1

I have a jupyter notebook in which I read files from my desktop and then run my analysis on them resulting in a feature matrix (pandas dataframe). As my files are heavy, my laptop crashes if I read all the files (10+ gb) at once and run the analysis. Is there a way to perform my analysis in batches? For example, I want my Jupyter notebook to 1) read the first 10 files 2) perform my analysis from the rest of the jupyter notebook, 3) save the matrix and then re-run steps 1)-3) reading the next 10 files and so on.
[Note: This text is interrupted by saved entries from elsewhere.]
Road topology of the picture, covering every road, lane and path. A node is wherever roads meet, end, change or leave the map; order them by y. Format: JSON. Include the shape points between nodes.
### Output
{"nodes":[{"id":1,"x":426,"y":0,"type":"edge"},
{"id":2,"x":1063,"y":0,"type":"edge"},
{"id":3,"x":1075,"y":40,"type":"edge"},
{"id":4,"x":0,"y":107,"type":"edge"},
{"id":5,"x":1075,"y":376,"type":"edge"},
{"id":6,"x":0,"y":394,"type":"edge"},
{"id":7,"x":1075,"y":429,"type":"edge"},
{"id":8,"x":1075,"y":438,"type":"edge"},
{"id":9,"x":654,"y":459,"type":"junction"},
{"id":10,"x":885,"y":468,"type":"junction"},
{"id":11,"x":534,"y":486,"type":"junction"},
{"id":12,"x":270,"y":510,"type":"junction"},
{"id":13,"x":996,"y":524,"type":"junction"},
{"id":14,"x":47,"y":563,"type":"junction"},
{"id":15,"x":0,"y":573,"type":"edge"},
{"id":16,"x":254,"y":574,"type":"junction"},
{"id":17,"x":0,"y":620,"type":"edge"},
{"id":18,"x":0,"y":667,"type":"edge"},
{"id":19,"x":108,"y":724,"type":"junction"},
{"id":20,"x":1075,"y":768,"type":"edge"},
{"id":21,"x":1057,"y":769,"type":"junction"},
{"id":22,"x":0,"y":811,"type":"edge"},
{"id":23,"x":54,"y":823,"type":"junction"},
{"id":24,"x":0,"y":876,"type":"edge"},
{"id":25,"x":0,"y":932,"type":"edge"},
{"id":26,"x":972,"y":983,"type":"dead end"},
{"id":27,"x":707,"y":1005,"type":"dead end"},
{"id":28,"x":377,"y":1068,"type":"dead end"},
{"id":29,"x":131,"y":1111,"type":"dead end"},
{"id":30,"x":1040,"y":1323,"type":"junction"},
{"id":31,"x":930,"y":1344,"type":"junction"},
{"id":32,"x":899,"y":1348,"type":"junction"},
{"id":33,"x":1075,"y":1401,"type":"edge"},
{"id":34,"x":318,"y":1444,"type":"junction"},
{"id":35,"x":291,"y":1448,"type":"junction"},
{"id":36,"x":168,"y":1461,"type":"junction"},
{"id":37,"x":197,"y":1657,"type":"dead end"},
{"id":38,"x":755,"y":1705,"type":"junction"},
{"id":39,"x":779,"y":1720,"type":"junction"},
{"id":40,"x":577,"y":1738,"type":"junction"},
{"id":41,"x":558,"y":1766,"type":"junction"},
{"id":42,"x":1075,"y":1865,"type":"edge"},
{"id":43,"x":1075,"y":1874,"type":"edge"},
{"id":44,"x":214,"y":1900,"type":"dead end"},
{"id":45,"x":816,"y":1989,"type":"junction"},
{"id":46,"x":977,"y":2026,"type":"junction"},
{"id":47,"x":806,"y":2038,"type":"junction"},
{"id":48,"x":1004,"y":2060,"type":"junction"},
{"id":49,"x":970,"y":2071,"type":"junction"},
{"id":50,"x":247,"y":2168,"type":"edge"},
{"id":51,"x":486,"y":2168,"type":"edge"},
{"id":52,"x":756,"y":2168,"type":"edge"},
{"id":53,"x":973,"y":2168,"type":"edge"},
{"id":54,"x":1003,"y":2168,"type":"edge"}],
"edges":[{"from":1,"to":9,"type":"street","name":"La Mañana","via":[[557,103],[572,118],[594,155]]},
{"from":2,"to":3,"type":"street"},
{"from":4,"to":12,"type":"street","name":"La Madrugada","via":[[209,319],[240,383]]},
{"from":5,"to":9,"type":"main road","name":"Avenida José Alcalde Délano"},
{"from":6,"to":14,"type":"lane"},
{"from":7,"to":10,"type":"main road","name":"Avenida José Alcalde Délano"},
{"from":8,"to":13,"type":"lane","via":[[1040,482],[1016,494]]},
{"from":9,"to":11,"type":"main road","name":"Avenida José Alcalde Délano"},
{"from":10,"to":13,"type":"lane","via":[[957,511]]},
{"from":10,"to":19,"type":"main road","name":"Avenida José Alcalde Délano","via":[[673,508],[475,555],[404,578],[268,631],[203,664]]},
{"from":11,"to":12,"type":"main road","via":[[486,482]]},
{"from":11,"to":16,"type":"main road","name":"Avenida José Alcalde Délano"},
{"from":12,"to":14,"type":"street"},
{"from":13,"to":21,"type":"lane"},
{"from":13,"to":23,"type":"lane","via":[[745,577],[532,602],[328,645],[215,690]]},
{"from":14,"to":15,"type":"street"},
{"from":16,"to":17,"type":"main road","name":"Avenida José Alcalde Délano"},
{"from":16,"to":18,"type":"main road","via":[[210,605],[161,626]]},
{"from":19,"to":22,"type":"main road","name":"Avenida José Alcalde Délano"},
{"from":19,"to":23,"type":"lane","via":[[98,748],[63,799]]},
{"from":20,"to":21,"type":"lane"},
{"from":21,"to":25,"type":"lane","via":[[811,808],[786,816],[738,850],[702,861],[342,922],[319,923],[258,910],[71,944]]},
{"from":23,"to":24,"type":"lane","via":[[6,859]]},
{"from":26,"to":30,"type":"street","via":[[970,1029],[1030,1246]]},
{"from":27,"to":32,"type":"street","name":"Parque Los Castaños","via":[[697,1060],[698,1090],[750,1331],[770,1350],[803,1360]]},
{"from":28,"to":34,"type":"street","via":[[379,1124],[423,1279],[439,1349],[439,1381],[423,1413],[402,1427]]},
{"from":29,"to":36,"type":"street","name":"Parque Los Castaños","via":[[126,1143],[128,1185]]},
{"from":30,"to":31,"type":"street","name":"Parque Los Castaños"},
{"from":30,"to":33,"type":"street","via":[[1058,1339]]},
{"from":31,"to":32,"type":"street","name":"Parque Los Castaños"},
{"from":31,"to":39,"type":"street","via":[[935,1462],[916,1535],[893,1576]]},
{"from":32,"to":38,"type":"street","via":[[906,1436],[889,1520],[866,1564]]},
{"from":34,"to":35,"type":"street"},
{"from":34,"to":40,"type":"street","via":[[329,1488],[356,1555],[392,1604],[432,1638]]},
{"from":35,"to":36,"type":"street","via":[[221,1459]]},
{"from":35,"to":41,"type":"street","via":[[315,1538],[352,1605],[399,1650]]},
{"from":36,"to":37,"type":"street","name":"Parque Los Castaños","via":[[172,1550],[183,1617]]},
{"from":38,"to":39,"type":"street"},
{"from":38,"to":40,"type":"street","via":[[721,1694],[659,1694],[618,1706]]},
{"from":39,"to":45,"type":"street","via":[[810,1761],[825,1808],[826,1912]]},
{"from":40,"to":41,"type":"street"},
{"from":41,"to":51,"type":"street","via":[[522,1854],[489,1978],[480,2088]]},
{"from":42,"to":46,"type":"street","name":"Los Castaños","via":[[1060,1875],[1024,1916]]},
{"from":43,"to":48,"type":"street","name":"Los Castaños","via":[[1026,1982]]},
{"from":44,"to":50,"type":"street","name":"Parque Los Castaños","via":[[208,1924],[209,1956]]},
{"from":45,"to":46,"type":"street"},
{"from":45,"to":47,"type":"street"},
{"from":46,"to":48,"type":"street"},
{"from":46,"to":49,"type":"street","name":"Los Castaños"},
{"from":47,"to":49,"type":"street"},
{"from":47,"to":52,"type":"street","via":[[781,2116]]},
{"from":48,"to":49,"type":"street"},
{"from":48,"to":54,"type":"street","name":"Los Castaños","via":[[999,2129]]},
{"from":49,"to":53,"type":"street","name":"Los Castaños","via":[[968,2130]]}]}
I cannot exactly provide an MWE, but here's roughly a sketch of what I want:

import pathlib
from pathlib import Path
import os

# Set the directory paths for folder A
path_1_A = "/directory/for/path/1A/"
path_2_A = "/directory/for/path/2A/"
path_3_A = "/directory/for/path/3A/"

# Create empty lists to store data
list_1_A = [] 
list_2_A = [] 
list_3_A = [] 

# Iterate through files in the directories in batches of 10
for csv_file in os.listdir(path_1_A):
  .
  .
  for csv_file in os.listdir(path_2_A):
        # Get corresponding data for list_1_A, list 2_A_ list 3_A
        .
        .
        .


# Set the directory paths for folder B in batches of 10
path_1_B = "/directory/for/path/1B/"
path_2_B = "/directory/for/path/2B/"
path_3_B = "/directory/for/path/3B/"

# Create empty lists to store data
list_1_B = [] 
list_2_B = [] 
list_3_B = [] 

# Iterate through files in the directories
for csv_file in os.listdir(path_1_B):
  .
  .
  for csv_file in os.listdir(path_2_B):
        # Store corresponding data in list_1_B, list 2_B_ list 3_B 
        .
        .
        .
 #Perform analysis on lists above for this batch
 .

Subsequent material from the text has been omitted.